In the letter, now made public by the SEC, the regulator asks Musk why it appears he did not file required paperwork within 10 days of the acquisition, and also questions why, when Musk did disclose his stake, he used a form meant for passive investors while he was openly questioning Twitter’s policies around free speech.
Specifically, the SEC asked Musk to explain why he opted to initially file a “13G” disclosure form, which is meant for investors who plan to hold their shares passively instead of a “13D” form, which is for activist investors who intend influence management and policies of the company. He later amended the filing. Musk was offered a board seat shortly after his initial disclosure and has since gone on to attempt to buy the company outright in a $44 billion deal to take it private.
Spokespeople for Musk did not immediately respond to a request for comment. An SEC spokesperson declined to comment.

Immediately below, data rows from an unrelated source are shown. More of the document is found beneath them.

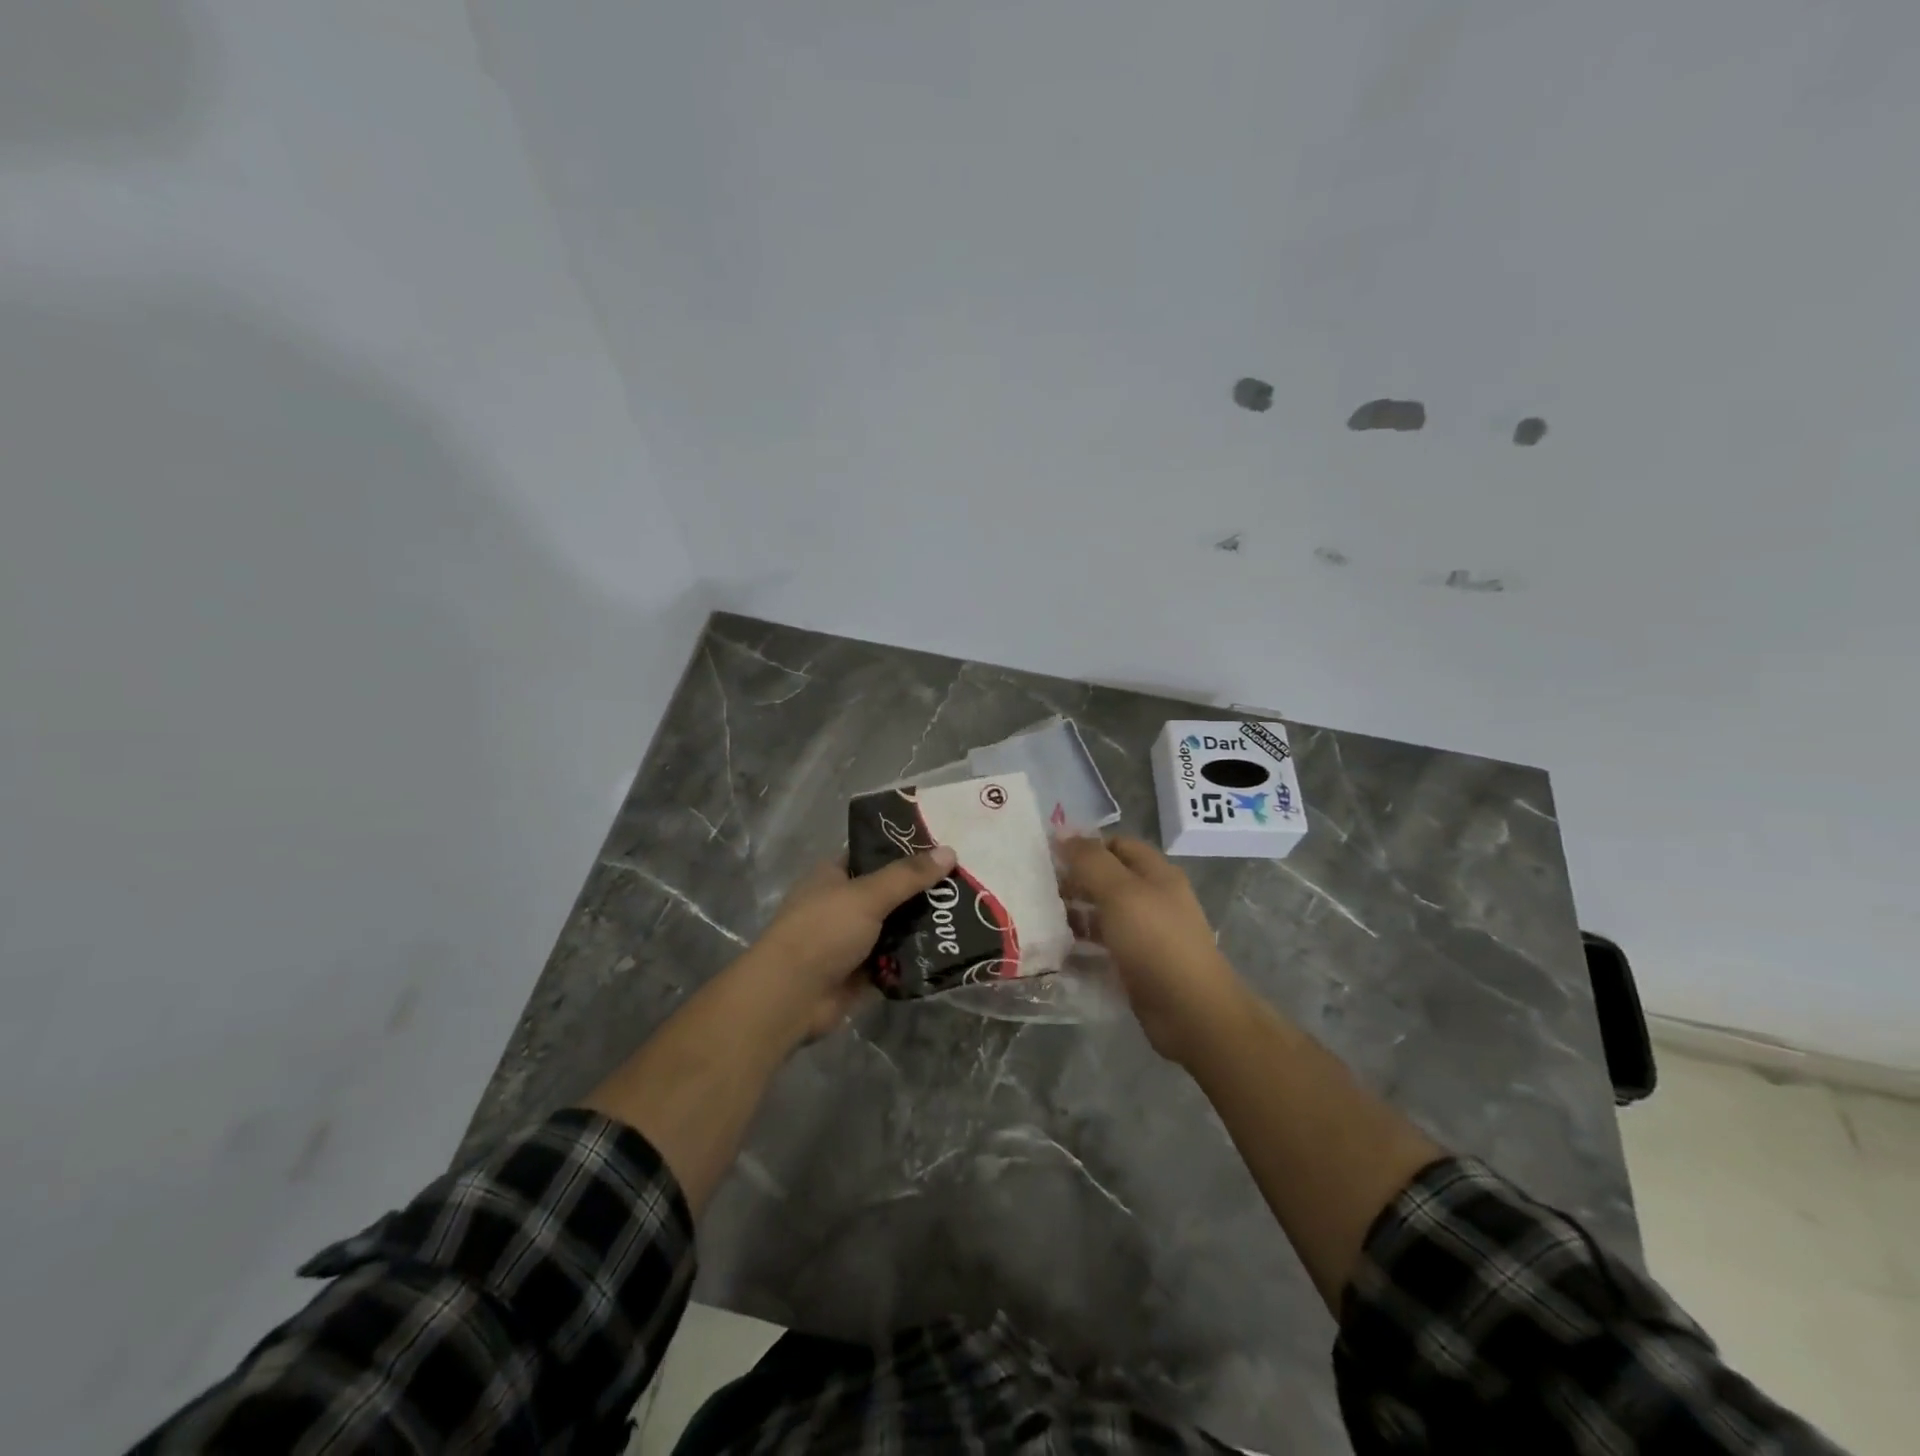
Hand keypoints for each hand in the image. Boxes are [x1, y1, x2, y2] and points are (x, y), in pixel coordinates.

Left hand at [737, 846, 957, 1041]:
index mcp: (834, 876)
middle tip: (964, 885)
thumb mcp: (867, 895)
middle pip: (890, 893)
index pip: (873, 855)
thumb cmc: (822, 931)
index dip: (905, 851)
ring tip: (966, 916)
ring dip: (923, 926)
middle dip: (922, 892)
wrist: (790, 997)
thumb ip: (908, 876)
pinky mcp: (862, 973)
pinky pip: (896, 961)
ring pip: (896, 928)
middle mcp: (842, 905)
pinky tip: (950, 950)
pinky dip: (916, 958)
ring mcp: (852, 941)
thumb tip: (949, 852)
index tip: (943, 851)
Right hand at [1059, 835, 1245, 1063]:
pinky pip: (1105, 945)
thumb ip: (1090, 861)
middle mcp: (1154, 898)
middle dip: (1076, 880)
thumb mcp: (1120, 892)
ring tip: (1041, 918)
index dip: (1085, 846)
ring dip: (1076, 913)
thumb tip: (1062, 833)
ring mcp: (1147, 933)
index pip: (1117, 844)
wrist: (1191, 1011)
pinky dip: (1083, 944)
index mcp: (1157, 873)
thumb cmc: (1155, 941)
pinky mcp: (1138, 964)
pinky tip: (1058, 949)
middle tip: (1038, 888)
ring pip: (1105, 913)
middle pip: (1109, 878)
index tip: (1049, 855)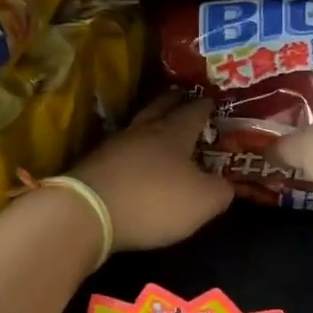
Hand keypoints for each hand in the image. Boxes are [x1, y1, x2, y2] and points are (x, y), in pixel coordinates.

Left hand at [71, 94, 232, 251]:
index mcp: (174, 132)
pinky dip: (132, 151)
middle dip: (175, 101)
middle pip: (160, 107)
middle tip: (185, 99)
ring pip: (138, 126)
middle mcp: (143, 130)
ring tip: (161, 129)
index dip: (205, 106)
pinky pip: (120, 150)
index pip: (193, 110)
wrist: (86, 213)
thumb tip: (226, 184)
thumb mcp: (202, 201)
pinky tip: (135, 159)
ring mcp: (114, 145)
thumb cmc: (153, 201)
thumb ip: (220, 190)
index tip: (213, 101)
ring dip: (150, 125)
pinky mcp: (94, 164)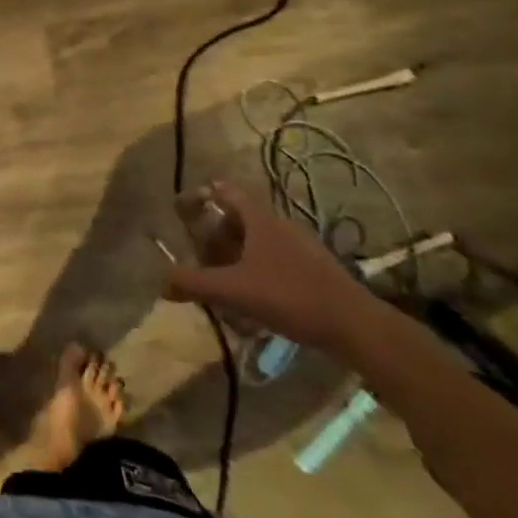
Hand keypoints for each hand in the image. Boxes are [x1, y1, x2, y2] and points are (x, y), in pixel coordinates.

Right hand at [159, 180, 379, 351]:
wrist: (356, 326)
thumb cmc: (290, 297)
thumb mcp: (233, 291)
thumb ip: (194, 284)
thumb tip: (161, 281)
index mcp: (259, 219)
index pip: (226, 190)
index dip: (203, 194)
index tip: (185, 208)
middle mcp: (279, 224)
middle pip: (239, 219)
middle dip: (217, 236)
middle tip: (201, 258)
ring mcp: (301, 246)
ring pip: (258, 242)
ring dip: (237, 256)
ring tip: (225, 283)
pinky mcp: (315, 269)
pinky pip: (275, 260)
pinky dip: (258, 271)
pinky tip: (255, 301)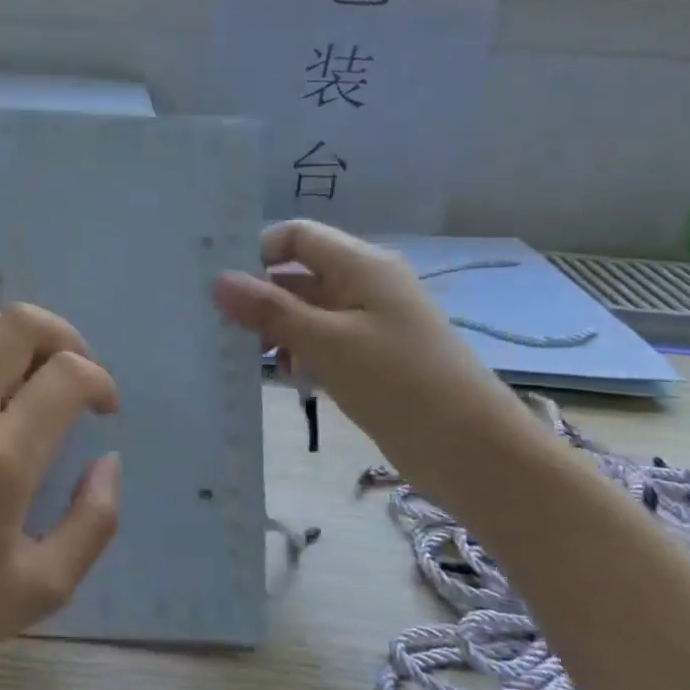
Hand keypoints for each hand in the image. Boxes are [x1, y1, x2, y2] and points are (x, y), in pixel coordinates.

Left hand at [0, 303, 121, 689]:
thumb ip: (93, 520)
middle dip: (63, 336)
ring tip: (33, 379)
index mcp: (1, 460)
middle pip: (18, 323)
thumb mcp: (44, 586)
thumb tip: (108, 460)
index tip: (105, 411)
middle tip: (75, 375)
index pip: (66, 374)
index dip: (100, 380)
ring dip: (18, 338)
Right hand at [211, 221, 538, 494]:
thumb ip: (270, 310)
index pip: (295, 237)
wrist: (472, 452)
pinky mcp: (367, 357)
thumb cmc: (400, 383)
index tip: (217, 285)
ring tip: (250, 356)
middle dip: (258, 297)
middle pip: (296, 275)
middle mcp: (363, 286)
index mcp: (361, 266)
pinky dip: (297, 352)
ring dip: (274, 329)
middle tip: (218, 326)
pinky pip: (318, 341)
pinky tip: (287, 377)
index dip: (256, 252)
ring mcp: (366, 323)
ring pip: (303, 311)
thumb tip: (217, 281)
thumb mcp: (327, 343)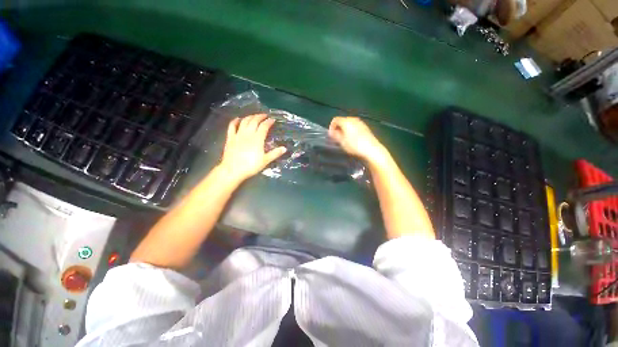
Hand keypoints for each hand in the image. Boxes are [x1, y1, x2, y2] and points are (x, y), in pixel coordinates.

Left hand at [219, 114, 286, 182]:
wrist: (233, 170)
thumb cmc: (251, 166)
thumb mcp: (265, 161)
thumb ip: (275, 153)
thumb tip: (284, 148)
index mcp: (257, 139)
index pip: (264, 126)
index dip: (269, 122)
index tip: (273, 119)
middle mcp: (248, 134)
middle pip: (254, 121)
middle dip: (260, 116)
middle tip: (265, 115)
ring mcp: (238, 135)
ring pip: (244, 121)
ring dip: (250, 117)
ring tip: (254, 116)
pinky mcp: (230, 138)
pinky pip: (232, 126)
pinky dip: (235, 121)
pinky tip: (238, 119)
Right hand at [328, 116, 388, 165]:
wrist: (371, 149)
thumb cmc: (354, 145)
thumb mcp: (342, 142)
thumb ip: (335, 135)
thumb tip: (332, 132)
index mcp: (346, 121)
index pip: (335, 120)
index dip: (331, 127)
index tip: (331, 135)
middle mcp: (353, 119)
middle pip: (342, 121)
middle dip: (338, 128)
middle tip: (337, 138)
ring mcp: (360, 122)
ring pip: (349, 123)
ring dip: (345, 129)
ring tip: (345, 139)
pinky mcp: (365, 127)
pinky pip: (355, 126)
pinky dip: (351, 130)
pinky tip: (353, 139)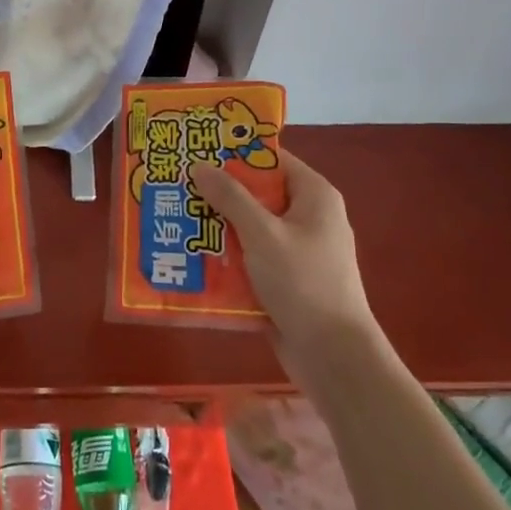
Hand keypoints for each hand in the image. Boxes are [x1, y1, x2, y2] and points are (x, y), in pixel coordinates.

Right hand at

Separately, Twitter said in a filing Friday it was not accepting the resignation of Egon Durban, a Musk ally, from its board. Two days earlier, Twitter shareholders had blocked his re-election, but the company said he brought “unparalleled operational knowledge of the industry” and instead he would reduce his board roles elsewhere.
Outside experts had previously said Musk’s late filing and apparently improper paperwork could attract the attention of the SEC, which has sparred with Musk in the past.